Additionally, a Lead Risk Assessment Report identifies any lead risks that may pose a hazard to the environment and more importantly to occupants. The lead risk assessment report also outlines and offers risk mitigation (management of lead risks) and abatement alternatives for any lead risks that may be present.
Clearance exams are conducted following lead-based paint hazard reduction activities to determine that the hazard reduction activities are complete and that no soil-lead hazards or surface dust-lead hazards exist in the dwelling unit or worksite. The clearance process includes a visual assessment and collection and analysis of environmental samples.
Expert witness services
One Source Environmental has several Certified Industrial Hygienists (CIH) on staff to assist our clients with court proceedings related to lead exposure. Our senior staff has provided expert testimony in numerous litigations, providing testimony, written reports and laboratory analysis.
One Source Environmental will provide your employees with lead awareness training that will enable them to avoid exposure to lead within the indoor environment. Awareness training is essential for those with employees likely to be exposed to lead within the indoor environment.
Employee exposure monitoring
Employee exposure monitoring in addition to awareness training is essential for those with employees likely to be exposed to lead within the context of their work. One Source Environmental will monitor employees in the field using personal air pumps and field evaluation techniques to ensure employee safety with regard to lead exposure.
Dust, water & soil lab analysis
Lead in Dust :
Lead dust is the most common source of lead exposure in young children. Lead dust can chalk off of deteriorating lead-based paint, and can also be found in lead-contaminated soil. People working with lead can also get lead on their hair, body, clothing, and shoes and then bring the harmful lead dust home to their families.
Lead in Drinking Water :
It is not common to find high amounts of lead in drinking water. To find out if you may have a problem with lead in your drinking water, ask this question:
Do you have lead water pipes, copper pipes joined with lead-based solder or brass faucets? If the answer is yes, your drinking water could be contaminated with lead. The only way to know for sure if you have too much lead in your drinking water, is to have a sample analyzed by a certified laboratory. If you have any of these conditions on your property, you may have a problem with lead. The only way to know for sure is to have a lead evaluation conducted by a professional.
Lead in Soil :
To find out if you may have a problem with lead-contaminated soil, ask the following questions:
Is your property located near a busy street? Bare soil next to a busy street or roadway can be contaminated with lead. During the years when lead was used in gasoline, the exhaust from cars and trucks would release small particles of lead into the air, and this lead fell into the soil.
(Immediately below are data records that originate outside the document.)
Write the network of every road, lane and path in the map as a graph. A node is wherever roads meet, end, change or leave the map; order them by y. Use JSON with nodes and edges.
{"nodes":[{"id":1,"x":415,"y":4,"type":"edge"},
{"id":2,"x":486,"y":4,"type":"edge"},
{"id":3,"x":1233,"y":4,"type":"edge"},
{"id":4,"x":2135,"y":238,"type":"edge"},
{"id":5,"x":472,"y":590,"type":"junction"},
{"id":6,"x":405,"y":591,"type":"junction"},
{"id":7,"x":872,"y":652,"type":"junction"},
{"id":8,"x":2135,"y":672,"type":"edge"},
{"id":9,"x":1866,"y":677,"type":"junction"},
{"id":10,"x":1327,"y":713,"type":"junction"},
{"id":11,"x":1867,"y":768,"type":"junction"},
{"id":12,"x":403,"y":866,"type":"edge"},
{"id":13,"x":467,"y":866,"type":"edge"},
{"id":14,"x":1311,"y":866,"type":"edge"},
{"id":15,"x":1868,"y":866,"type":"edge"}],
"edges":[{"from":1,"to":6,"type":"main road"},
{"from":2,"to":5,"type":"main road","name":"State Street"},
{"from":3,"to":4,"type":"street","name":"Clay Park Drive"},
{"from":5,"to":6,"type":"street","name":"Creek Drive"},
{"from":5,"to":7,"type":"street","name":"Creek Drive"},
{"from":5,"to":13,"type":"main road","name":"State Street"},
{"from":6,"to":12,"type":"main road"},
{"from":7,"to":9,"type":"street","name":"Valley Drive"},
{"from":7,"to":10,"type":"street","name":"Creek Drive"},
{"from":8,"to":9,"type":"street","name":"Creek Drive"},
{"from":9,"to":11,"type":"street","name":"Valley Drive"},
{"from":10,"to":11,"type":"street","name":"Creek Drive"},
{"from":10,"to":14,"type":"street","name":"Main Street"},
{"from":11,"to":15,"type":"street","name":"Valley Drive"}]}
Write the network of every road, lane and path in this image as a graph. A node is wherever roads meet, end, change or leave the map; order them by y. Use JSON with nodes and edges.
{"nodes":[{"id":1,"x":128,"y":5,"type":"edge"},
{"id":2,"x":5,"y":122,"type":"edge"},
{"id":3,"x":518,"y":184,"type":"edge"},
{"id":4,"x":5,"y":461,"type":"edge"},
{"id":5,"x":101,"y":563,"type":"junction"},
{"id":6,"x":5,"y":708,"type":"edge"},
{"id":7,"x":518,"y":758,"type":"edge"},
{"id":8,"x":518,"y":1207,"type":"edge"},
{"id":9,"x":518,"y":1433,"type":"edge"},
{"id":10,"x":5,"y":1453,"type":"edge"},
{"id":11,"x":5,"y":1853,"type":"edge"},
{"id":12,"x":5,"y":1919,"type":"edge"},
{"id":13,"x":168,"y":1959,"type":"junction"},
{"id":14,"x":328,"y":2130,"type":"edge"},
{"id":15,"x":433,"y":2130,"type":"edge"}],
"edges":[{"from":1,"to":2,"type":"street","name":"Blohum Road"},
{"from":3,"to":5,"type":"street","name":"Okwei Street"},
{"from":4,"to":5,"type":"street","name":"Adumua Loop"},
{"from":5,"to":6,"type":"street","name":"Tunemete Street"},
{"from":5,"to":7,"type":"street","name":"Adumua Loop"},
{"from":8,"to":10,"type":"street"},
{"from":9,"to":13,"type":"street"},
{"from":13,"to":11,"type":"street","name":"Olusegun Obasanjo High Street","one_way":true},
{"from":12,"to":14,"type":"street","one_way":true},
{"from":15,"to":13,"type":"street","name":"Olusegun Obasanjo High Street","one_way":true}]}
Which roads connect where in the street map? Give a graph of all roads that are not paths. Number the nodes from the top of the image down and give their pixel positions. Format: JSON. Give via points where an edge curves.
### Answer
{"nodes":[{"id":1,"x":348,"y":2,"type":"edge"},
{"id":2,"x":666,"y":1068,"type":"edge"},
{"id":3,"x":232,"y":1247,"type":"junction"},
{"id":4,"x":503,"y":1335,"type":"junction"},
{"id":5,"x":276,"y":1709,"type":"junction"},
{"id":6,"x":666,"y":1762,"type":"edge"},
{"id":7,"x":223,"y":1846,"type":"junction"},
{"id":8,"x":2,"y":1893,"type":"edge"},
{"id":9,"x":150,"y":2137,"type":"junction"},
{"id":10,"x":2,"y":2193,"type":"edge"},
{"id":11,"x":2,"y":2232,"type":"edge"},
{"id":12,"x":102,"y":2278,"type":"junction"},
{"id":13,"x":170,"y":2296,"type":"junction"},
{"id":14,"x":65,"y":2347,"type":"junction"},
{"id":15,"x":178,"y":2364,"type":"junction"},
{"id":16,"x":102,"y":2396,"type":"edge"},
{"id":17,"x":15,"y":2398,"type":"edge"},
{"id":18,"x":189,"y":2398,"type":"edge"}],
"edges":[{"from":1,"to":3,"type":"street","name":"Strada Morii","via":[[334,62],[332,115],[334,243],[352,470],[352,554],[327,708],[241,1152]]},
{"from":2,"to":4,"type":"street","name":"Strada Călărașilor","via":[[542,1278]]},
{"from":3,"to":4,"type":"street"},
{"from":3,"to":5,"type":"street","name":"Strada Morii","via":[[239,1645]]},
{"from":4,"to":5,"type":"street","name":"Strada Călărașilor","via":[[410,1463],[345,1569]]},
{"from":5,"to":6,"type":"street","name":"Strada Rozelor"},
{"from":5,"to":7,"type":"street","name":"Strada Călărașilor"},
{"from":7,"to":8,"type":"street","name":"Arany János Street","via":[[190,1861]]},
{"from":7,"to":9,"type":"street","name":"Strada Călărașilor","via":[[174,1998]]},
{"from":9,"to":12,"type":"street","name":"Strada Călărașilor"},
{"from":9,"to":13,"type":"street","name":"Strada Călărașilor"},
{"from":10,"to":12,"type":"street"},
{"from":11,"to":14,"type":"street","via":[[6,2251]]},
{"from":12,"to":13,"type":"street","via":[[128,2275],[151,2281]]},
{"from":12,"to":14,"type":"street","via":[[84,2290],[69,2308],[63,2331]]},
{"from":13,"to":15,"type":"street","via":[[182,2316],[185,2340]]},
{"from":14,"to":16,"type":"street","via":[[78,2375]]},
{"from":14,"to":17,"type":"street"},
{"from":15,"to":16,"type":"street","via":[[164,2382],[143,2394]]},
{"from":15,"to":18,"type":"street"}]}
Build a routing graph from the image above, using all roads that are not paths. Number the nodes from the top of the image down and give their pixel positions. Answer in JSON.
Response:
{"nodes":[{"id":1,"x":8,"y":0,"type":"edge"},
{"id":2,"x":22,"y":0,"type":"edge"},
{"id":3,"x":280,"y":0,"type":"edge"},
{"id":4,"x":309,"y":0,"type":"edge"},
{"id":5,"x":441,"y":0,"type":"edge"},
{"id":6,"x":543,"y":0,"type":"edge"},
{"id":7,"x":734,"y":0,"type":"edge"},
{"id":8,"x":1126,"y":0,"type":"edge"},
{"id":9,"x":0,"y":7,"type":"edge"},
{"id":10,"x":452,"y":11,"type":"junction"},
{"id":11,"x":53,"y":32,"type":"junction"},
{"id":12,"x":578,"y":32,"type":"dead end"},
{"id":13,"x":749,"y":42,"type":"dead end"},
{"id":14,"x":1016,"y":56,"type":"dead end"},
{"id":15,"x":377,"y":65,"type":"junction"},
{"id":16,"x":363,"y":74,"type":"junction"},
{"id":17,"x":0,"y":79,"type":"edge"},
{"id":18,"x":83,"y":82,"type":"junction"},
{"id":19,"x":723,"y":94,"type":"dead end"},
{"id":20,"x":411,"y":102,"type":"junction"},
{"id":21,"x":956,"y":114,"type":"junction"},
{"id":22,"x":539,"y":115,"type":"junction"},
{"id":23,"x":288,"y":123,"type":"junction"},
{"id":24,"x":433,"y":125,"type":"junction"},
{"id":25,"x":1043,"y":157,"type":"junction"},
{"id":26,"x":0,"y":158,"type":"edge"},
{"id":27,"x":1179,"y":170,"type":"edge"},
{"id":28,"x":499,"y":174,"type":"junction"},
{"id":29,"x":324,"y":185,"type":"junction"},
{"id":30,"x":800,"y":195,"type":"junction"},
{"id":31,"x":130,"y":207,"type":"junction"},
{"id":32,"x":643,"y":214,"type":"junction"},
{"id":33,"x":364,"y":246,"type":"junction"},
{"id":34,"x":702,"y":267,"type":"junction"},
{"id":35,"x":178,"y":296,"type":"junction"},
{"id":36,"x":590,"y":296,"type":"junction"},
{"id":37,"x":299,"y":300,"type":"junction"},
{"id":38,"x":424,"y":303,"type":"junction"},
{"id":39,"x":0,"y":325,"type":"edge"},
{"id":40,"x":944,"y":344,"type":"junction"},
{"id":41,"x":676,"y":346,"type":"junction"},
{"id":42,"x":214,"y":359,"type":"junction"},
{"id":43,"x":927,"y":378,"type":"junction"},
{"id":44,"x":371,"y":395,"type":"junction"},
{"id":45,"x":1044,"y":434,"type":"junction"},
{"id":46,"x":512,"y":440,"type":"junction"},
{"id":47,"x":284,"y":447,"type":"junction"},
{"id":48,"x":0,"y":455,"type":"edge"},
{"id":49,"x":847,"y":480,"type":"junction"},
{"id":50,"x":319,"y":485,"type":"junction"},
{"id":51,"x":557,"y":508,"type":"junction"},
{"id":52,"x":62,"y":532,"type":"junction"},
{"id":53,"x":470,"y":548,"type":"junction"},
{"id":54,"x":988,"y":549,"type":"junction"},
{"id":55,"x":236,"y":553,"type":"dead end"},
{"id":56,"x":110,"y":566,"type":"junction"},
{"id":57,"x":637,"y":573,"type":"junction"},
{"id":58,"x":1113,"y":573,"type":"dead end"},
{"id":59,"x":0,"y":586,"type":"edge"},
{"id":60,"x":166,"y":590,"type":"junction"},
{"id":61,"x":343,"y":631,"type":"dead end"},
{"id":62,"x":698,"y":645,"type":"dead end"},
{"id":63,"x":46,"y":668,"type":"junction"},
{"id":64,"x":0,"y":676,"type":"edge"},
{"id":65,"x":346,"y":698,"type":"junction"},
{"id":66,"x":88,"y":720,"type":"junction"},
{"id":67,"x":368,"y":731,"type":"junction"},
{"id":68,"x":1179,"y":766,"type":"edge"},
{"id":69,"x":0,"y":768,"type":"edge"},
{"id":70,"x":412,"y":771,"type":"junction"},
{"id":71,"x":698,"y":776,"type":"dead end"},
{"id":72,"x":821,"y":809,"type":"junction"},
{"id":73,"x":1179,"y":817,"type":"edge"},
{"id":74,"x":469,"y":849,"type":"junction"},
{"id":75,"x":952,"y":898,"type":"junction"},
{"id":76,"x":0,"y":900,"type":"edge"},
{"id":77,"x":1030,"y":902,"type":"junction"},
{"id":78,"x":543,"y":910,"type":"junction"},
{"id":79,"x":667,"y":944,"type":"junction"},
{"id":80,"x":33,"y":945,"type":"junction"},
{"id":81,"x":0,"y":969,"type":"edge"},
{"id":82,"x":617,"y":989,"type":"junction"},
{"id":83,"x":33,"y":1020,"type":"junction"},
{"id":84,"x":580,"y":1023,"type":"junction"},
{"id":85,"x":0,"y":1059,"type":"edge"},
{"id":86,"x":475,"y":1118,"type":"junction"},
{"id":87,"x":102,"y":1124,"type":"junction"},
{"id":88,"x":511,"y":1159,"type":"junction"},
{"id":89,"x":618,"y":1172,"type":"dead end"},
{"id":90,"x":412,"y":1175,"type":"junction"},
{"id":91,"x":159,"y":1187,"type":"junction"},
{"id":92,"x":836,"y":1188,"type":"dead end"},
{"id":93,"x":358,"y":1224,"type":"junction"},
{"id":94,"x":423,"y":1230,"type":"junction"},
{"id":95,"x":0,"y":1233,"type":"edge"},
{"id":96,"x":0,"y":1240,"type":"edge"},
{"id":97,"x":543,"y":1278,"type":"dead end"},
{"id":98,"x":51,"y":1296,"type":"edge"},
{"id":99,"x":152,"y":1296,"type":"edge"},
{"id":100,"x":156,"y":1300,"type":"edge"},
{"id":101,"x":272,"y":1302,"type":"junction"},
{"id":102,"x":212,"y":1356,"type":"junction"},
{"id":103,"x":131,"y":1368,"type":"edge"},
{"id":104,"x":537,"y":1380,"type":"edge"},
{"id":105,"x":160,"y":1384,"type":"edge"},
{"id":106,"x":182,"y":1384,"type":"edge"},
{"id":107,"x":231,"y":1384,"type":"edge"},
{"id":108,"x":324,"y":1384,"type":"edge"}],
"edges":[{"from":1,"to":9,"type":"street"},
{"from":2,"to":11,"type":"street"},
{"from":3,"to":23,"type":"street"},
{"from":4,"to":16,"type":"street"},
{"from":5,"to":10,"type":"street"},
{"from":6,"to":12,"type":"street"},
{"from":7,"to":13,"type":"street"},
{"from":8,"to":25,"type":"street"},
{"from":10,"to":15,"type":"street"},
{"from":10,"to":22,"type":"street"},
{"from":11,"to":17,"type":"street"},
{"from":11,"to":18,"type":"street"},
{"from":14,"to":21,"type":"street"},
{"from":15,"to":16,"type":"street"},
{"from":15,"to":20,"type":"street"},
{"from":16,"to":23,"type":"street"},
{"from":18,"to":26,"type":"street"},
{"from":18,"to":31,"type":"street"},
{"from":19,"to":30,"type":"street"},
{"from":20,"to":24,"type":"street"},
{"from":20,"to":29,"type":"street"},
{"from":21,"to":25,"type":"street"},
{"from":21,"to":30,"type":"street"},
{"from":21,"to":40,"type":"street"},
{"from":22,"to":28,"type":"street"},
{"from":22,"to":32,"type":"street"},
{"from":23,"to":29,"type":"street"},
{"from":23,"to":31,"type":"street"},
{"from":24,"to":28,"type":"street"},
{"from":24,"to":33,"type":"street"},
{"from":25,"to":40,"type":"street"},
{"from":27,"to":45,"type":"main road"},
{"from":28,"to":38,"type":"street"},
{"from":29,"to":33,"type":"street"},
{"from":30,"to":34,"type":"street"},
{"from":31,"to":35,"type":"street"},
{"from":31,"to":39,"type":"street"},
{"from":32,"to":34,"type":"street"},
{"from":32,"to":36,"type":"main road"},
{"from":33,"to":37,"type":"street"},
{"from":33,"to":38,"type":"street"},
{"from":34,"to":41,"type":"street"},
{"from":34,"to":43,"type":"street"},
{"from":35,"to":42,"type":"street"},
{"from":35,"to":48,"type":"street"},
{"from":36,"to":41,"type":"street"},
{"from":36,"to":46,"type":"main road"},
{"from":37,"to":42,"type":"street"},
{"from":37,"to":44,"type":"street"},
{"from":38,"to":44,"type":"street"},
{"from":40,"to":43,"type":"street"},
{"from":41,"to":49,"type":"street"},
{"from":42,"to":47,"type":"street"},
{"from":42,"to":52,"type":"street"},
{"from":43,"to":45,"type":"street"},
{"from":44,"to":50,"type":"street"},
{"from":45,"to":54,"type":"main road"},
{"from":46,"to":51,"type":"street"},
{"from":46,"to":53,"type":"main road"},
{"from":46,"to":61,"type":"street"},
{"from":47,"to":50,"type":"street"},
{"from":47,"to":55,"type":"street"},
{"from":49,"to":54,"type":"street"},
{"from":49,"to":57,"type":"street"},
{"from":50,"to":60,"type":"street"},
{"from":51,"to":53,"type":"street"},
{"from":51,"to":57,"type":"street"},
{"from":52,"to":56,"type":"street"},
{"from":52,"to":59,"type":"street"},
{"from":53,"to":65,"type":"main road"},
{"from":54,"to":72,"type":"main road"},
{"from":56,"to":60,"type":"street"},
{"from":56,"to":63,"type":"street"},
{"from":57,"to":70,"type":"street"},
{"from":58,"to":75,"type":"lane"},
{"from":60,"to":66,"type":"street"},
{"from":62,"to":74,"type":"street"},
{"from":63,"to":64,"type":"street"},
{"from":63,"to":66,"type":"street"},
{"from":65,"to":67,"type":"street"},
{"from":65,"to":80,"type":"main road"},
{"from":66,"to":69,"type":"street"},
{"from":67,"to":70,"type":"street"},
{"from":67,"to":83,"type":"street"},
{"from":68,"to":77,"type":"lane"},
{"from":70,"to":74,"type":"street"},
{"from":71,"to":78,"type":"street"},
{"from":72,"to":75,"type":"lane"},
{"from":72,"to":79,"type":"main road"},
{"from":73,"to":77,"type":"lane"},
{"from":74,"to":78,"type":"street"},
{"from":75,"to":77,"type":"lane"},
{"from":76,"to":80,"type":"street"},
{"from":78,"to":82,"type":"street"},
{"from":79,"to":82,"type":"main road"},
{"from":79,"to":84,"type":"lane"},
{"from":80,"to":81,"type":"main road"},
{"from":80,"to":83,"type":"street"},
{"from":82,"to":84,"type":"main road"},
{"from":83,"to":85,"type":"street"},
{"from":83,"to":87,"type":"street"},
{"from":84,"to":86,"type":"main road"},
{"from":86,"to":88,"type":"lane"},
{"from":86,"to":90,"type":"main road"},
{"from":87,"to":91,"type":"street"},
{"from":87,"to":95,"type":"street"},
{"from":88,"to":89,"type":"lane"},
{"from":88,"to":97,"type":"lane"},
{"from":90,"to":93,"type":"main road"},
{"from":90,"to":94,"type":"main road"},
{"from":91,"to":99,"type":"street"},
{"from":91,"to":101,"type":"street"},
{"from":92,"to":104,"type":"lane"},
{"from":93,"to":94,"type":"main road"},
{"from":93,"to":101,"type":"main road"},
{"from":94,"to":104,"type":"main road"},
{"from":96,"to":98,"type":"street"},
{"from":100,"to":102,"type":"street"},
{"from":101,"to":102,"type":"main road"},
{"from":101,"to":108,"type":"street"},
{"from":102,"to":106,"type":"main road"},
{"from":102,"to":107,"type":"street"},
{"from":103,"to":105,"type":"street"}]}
The lead stays in the soil.
Do you have any bare soil areas - bare soil is any soil you can see - around the foundation of a building, near a fence, or under a deck? Are there paint chips in the soil? If so, your soil could be contaminated with lead paint chips or lead dust.
Are there bare soil areas around the foundation of a building, or elsewhere on the property where lead paint chips and dust may have fallen to the ground, while a building was being scraped and painted in the past? These paint chips and small pieces of lead dust could still be in the soil.